Another person studying this thinks there are 11 illicit bishops that have been improperly elected since 2000 in violation of the “strict conformance” standard.
http://www.standfirminfaith.com/index.php/site/article/4633/
Jim the Puritan,
Using that quote seems to imply among other things that you missed the information given that SC did not use the form Virginia did. You missed that one?
Also, the person who identified 11 consent processes did not use the word “illicit.” That is not helpful.
Too, it was not the elections themselves that have been called into question, only the following consent process. Get that straight.
Finally, the use of those non-canonical forms are not in violation of some “strict conformance” standard — the use of those forms is in violation of the canons. Period.
Be clear and get it right, bud. This fire doesn’t need unwarranted oil.
RGEaton
RE: “Sarah, Do I understand you to be confirming that SC is indeed going for option 2; leaving TEC, as soon as they get a bishop?”
Yes Father Jake. I also speak for Mark Lawrence. When Bishop Duncan and his secretary are too busy, I speak for him myself. Pull the string and it is my voice that comes out, if it is not Bishop Duncan or his secretary. Fourth in line, though, is Super-Top-Secret, and you’d have to receive some special cereal boxes with the IRD decoder ring to find that out. I’ll never say!!

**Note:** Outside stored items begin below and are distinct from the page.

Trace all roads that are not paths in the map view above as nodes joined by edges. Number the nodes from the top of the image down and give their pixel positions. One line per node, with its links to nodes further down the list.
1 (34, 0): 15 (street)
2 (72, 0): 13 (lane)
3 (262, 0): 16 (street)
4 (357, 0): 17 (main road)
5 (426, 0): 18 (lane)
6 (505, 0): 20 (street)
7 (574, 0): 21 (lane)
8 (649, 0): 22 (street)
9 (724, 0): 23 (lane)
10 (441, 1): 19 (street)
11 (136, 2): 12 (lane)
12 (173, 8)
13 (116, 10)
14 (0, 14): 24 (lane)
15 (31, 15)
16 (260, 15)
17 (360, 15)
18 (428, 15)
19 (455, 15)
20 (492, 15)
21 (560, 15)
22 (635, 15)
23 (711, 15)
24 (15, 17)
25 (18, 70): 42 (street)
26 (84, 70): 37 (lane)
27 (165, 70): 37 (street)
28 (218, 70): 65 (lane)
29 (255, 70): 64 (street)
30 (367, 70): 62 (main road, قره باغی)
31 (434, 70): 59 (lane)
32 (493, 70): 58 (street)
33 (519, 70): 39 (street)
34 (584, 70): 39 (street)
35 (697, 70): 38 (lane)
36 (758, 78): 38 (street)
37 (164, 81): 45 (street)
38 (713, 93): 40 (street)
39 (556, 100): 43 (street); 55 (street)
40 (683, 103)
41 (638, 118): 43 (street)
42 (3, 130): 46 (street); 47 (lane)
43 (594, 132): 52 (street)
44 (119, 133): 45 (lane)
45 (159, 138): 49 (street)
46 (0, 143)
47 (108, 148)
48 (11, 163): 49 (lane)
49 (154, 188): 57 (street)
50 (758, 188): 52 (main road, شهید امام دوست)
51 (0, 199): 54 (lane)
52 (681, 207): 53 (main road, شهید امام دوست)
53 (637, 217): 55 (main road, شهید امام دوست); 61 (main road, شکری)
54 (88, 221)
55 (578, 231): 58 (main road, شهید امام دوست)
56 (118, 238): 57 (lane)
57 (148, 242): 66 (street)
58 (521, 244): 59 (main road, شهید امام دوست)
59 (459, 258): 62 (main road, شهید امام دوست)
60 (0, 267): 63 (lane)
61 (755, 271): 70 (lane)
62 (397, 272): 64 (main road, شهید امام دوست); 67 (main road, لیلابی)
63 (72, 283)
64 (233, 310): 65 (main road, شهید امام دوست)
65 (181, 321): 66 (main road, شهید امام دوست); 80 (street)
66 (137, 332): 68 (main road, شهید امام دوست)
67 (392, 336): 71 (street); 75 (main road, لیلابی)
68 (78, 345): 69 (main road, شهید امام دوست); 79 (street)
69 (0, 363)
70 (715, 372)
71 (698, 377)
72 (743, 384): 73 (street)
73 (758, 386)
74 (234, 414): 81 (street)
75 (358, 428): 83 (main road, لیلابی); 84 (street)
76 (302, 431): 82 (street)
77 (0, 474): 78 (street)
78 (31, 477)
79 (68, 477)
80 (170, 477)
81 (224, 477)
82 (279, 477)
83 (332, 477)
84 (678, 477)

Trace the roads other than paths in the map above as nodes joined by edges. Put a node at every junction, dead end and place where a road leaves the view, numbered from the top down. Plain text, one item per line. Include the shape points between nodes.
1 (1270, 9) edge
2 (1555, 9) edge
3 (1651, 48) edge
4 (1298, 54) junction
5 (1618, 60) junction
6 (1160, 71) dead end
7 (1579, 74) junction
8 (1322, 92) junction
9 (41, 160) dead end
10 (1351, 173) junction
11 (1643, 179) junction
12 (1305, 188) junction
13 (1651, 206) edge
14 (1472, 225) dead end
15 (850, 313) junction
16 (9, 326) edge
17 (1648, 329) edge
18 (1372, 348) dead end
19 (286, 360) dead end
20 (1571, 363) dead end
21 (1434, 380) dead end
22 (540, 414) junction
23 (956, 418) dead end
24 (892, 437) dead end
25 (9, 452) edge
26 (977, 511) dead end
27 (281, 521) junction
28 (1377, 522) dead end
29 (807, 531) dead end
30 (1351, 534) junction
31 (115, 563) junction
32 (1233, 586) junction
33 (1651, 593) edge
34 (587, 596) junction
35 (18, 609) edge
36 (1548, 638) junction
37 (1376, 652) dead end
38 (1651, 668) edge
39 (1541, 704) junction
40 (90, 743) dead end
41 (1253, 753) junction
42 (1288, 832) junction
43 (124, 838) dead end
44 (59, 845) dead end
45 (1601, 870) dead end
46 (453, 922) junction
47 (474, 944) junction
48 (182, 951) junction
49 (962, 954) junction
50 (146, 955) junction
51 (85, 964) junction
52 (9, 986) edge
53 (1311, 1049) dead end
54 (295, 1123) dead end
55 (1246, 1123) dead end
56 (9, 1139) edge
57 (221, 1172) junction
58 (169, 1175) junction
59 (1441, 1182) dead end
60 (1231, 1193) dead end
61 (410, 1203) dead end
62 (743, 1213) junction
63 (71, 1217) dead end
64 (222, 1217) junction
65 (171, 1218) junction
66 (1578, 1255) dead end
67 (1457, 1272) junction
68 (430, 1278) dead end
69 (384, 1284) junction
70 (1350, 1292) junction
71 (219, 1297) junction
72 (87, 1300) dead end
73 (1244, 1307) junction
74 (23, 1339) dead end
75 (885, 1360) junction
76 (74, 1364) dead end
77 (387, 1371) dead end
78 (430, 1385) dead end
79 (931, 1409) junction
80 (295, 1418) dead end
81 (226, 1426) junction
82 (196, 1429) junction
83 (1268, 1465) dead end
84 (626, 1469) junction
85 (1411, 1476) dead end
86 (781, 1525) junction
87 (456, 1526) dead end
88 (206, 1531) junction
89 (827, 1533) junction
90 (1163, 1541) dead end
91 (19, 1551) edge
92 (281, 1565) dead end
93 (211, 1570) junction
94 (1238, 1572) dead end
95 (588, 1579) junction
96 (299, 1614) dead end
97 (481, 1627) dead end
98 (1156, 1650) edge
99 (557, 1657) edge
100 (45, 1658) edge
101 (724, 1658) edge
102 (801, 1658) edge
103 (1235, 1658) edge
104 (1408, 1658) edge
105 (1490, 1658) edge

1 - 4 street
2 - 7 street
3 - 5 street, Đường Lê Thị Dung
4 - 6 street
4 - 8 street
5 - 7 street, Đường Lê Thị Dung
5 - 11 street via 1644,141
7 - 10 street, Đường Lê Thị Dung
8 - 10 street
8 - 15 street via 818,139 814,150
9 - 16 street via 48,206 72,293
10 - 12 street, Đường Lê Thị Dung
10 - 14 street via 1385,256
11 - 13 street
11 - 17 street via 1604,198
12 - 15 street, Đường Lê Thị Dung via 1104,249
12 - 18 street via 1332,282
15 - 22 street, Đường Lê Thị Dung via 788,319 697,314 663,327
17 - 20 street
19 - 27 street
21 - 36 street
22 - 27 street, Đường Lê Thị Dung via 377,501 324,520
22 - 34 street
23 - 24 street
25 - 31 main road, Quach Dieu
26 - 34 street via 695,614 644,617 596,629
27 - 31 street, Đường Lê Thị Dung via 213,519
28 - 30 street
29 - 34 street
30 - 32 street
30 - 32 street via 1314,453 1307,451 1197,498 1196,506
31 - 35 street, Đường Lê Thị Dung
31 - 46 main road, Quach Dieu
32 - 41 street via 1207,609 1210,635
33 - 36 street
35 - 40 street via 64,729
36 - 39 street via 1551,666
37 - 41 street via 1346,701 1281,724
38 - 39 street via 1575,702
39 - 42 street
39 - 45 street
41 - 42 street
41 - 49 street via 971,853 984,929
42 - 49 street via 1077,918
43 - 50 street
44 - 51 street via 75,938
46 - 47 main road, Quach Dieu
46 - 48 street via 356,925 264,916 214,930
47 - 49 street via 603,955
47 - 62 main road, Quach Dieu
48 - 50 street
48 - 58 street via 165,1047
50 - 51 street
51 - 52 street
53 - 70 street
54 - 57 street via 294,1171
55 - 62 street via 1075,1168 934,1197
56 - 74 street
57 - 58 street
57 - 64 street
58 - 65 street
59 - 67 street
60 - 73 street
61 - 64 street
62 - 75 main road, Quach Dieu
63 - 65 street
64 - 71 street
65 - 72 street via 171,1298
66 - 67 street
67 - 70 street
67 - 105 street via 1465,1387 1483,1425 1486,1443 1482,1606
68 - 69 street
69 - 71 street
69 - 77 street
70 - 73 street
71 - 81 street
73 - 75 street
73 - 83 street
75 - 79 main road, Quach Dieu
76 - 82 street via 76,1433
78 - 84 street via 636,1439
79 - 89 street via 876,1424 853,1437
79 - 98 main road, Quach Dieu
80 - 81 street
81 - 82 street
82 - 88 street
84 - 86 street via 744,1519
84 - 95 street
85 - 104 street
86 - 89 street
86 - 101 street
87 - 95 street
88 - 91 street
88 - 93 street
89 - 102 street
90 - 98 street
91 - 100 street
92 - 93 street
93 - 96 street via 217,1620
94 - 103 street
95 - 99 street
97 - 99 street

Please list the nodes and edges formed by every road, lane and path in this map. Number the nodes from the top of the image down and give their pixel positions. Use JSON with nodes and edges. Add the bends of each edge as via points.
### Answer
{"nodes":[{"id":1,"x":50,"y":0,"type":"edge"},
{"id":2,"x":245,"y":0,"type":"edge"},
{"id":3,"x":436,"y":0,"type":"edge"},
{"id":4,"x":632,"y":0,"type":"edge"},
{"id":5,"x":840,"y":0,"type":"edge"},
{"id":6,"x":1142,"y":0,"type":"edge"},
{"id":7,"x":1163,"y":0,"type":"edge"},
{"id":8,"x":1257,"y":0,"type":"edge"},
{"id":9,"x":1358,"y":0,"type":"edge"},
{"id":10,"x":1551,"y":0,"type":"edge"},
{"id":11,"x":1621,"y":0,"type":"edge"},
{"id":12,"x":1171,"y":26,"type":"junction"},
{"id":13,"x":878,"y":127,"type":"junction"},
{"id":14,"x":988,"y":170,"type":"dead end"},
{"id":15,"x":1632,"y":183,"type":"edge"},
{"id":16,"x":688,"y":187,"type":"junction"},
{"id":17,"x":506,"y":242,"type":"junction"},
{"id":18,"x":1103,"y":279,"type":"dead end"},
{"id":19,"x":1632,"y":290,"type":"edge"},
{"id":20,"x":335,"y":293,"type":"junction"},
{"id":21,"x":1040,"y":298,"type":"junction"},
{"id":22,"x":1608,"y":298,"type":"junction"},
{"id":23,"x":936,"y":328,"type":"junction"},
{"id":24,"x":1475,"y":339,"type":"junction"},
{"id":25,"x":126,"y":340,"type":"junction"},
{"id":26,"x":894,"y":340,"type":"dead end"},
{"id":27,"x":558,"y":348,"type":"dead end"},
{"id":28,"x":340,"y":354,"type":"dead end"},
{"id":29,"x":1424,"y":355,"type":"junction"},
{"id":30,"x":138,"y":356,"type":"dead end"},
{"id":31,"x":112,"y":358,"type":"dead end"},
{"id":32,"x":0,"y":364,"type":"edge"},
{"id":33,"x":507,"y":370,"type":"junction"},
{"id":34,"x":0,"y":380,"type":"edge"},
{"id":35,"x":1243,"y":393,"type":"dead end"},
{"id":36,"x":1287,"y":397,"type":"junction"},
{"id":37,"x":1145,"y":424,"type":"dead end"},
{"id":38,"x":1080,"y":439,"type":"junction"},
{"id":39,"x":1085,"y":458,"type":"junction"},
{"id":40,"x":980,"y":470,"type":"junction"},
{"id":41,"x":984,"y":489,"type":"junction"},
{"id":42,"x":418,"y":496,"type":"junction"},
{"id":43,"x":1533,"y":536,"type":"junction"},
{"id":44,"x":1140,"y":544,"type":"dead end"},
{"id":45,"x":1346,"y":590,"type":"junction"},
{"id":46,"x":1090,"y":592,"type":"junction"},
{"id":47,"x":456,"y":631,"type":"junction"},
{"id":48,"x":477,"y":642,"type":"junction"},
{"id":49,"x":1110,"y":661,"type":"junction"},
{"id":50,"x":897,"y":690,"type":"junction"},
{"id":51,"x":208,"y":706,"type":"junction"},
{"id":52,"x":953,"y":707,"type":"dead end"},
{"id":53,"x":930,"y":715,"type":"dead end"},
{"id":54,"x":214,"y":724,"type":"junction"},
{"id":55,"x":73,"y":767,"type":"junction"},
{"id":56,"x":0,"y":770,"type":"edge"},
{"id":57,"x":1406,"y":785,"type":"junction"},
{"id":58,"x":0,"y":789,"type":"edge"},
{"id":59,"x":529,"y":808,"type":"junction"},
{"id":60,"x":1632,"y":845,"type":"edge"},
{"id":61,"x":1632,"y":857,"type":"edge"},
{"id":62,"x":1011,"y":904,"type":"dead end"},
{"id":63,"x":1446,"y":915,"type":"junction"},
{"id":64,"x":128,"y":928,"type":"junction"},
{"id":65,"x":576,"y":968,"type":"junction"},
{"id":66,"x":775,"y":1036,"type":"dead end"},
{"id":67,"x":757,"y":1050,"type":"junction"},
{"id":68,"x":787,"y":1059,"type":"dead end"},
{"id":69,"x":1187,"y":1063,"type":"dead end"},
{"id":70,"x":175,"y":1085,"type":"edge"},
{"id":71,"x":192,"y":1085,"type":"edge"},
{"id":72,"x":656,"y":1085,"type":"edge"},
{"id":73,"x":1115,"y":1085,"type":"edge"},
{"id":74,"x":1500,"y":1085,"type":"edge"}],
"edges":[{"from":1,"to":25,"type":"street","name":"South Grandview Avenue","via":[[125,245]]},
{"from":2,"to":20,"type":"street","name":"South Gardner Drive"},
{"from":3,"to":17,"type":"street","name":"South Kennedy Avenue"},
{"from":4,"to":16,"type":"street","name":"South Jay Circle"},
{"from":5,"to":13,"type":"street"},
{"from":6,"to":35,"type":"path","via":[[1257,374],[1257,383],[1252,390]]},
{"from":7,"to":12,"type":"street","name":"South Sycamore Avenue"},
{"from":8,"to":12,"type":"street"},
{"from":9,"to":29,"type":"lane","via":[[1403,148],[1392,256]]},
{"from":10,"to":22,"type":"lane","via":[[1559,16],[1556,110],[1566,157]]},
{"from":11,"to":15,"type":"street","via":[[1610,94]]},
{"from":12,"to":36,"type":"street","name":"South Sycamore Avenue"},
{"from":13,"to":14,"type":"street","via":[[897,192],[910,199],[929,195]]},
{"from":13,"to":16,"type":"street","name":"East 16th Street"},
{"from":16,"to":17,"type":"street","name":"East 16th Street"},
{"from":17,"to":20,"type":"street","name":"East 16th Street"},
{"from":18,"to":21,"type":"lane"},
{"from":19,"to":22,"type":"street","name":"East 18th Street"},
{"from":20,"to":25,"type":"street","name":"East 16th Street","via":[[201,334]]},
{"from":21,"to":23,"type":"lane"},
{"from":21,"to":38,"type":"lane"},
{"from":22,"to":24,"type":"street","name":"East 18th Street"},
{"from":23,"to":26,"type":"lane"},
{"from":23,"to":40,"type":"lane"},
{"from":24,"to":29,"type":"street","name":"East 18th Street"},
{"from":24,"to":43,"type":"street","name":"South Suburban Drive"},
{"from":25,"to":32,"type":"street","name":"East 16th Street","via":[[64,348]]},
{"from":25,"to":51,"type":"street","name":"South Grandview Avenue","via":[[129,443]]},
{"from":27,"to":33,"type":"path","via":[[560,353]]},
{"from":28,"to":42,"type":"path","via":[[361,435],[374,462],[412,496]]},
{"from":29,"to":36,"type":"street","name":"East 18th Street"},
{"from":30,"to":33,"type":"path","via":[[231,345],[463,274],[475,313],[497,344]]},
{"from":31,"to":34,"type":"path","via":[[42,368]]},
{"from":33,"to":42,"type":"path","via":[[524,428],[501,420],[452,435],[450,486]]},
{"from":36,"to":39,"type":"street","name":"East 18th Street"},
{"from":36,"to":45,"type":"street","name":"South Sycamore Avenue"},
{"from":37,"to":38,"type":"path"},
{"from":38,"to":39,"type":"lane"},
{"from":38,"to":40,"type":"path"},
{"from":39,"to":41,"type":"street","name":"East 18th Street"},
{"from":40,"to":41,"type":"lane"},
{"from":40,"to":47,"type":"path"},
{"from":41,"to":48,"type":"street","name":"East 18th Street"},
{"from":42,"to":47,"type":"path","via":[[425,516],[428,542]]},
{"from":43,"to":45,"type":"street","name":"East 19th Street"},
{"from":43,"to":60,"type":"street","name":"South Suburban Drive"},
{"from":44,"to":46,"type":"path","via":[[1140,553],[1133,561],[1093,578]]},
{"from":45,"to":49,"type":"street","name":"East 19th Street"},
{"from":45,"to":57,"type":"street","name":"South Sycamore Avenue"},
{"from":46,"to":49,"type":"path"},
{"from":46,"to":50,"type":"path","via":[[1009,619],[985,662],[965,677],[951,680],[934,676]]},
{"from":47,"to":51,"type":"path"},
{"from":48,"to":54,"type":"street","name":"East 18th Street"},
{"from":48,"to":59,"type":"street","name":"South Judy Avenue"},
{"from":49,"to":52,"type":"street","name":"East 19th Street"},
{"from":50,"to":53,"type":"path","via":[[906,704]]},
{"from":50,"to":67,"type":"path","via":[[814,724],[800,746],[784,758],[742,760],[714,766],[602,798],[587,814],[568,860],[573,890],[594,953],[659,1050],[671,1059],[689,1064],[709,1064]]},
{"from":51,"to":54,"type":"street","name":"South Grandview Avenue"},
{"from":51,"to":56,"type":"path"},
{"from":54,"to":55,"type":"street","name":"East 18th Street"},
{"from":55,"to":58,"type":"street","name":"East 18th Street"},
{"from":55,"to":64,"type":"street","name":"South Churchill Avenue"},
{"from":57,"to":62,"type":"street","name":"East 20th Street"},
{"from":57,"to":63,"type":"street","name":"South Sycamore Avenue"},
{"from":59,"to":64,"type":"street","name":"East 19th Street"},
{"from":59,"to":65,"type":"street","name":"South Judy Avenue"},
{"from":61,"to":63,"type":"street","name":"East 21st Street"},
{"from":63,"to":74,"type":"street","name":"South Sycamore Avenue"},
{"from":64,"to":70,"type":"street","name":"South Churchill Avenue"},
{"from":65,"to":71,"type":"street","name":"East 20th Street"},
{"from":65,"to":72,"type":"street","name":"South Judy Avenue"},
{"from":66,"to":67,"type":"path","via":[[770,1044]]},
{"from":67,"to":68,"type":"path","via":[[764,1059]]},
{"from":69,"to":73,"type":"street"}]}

I advise that you take these exact words and post them over at your blog as NEWS!!! ; > )
Keep it up, Father Jake!
On a more serious note — obviously Father Jake does not know to what I was referring when I mentioned the press release. Did he really not see it? Looks like it.
How ironic — look for news, and there it sits in a Pittsburgh diocesan release.
Sad.
25: An “illicit” bishop is one that has been consecrated despite not having met canonical requirements. That certainly appears to have happened here, since they did not receive the necessary consents under canon law.
There’s a link to the May statement at the beginning of the post.
Newsworthy? Debatable. But at least a cut above passing off a snide comment about our PB (man with almost no brain) as “news,” eh?
#23, Father Jake,
Please, as a well informed member of the diocese of SC, I ask you to stop saying that “the diocese of SC is ready to bolt.” You can not have facts in evidence to support this. If you did, it would be news to the diocese. Instead, this rumor only stirs dissension. Instead of speculating, please join us in prayer for Godly leadership to lead us forward.
Catherine Warner
Catherine,
I suggest that you direct your concern to Bp. Duncan. He was hosting the event at which that speculation was voiced.
Fr. Jake, I wasn’t at Bishop Duncan’s event. I am responding to the false information from your comment posted earlier. I would still request prayers over speculation.